Why did these fires start happening?  Usually it was because the exhaust manifold or exhaust pipe was routed close to the power steering system.  More hardware beneath the hood meant that less air could percolate through the engine compartment and carry off heat.  The exhaust system would get cherry red from pulling a trailer against 85 MPH wind resistance.  While driving the ram air was enough to keep the O-rings in the power steering system from cooking-off.

Pulling into the drive-through line meant that there was no ram air.  When the O-ring(s) went Tango-Uniform, the high pressure hydraulic fluid (oil) sprayed the inside of the motor compartment.  The pressure was high enough to atomize the fluid...oh, and remember, the exhaust pipes ran right by the power steering system.

Drop a tool while working on this engine and you will NOT be picking it up off the ground.
This was not a problem in the old days.  In the old days you could throw a handful of change at the bottom of your raised hood and more than half of the coins would trickle through the open spaces in the motor compartment and land on the ground.    The cooling effect of the moving air used to be so abundant that nobody had to think about it. By the mid-eighties only 5% of those coins might find the ground.

Since outlawing drive-through windows was beyond the power of the auto industry, they started creating "Cooling Air Czars".  Cooling Air Czars implemented a "budget based" approach to underhood air.  There was only so much.  Not only was it a zero-sum game, but increasing the number of baffles and deflectors increased the flow resistance thereby decreasing the amount of total air flow available.
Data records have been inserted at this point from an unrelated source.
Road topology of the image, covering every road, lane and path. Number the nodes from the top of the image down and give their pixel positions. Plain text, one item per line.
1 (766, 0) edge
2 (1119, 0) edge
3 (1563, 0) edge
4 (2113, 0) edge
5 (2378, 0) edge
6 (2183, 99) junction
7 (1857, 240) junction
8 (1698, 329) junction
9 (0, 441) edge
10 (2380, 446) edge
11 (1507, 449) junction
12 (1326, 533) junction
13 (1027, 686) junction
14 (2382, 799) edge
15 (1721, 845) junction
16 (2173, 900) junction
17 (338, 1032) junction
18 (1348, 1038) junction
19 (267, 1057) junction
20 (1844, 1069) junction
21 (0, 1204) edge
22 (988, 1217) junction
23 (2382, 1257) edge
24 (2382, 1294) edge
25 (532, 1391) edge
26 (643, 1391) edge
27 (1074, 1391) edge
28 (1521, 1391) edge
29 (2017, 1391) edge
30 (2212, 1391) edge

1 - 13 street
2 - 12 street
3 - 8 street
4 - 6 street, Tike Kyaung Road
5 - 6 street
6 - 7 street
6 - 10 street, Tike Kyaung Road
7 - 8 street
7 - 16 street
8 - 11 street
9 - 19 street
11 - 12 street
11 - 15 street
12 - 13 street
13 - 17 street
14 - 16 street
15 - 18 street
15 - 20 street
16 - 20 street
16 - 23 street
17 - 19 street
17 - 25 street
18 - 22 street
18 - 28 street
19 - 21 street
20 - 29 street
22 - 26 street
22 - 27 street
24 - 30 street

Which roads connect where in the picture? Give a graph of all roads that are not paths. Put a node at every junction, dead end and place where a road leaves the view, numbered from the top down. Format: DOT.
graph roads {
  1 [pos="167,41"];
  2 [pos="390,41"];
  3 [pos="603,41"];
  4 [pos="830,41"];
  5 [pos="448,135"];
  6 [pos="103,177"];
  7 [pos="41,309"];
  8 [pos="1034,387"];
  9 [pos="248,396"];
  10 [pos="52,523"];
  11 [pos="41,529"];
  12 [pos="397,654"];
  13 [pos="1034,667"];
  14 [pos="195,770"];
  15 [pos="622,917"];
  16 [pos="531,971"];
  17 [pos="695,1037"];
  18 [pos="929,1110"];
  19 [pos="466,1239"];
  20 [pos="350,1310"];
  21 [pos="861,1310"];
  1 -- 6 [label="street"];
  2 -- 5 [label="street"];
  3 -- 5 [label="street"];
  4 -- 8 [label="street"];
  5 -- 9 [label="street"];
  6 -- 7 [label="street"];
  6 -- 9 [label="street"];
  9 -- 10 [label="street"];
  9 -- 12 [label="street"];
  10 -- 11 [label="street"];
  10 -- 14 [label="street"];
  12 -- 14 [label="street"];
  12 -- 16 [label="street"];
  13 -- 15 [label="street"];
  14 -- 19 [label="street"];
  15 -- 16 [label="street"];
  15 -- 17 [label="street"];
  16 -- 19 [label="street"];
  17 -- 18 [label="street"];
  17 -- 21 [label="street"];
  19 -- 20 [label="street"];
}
Suppose you were an engineer who was responsible for the front axle and the boot on your CV joint kept failing due to heat.  Before the Cooling Air Czar you would simply command that an air deflector be positioned to deflect large amounts of air onto your precious boot.  After the Cooling Air Czar you had to estimate the exact minimum number of liters of air per minute you needed, and then you had to fight for your allocation.  If you were lucky enough to get some flow allocated to your problem you then had to design a deflector that delivered exactly the approved amount.  Life was vastly more complicated.

Interesting, but what does that have to do with personal freedoms?
Urban areas are like the modern engine compartments.  More functions crammed into tighter spaces.  Resources that once seemed unlimited must now be rationed. 

Granted, the market is great at allocating resources but that is not how people whose car caught on fire think.  They want a Czar.  The auto companies did not set up auctions and give each engineer a set number of tokens.  They knighted some guy named Bob or Steve or Woody or George and he made the decisions.

The world population only has one place to "spill" and it is not Siberia.

The population of the US will not go down unless there is an uber-pandemic or nuclear war.  Those people are landing in cities.

The freedoms that conservatives take for granted will be under extreme pressure for geopolitical reasons.

The best we will be able to manage is to follow Ol' Remu's advice and stay away from crowds.


1 comment:

  1. I had a 75 dodge pickup with V8 that had an engine compartment you could climb into.
    During my time in Dubai in 06, it was quite common to see SUV's on fire out on the freeways. Those Arabs would drive @ 200kph in 40C heat till they got to wherever they were going or something broke.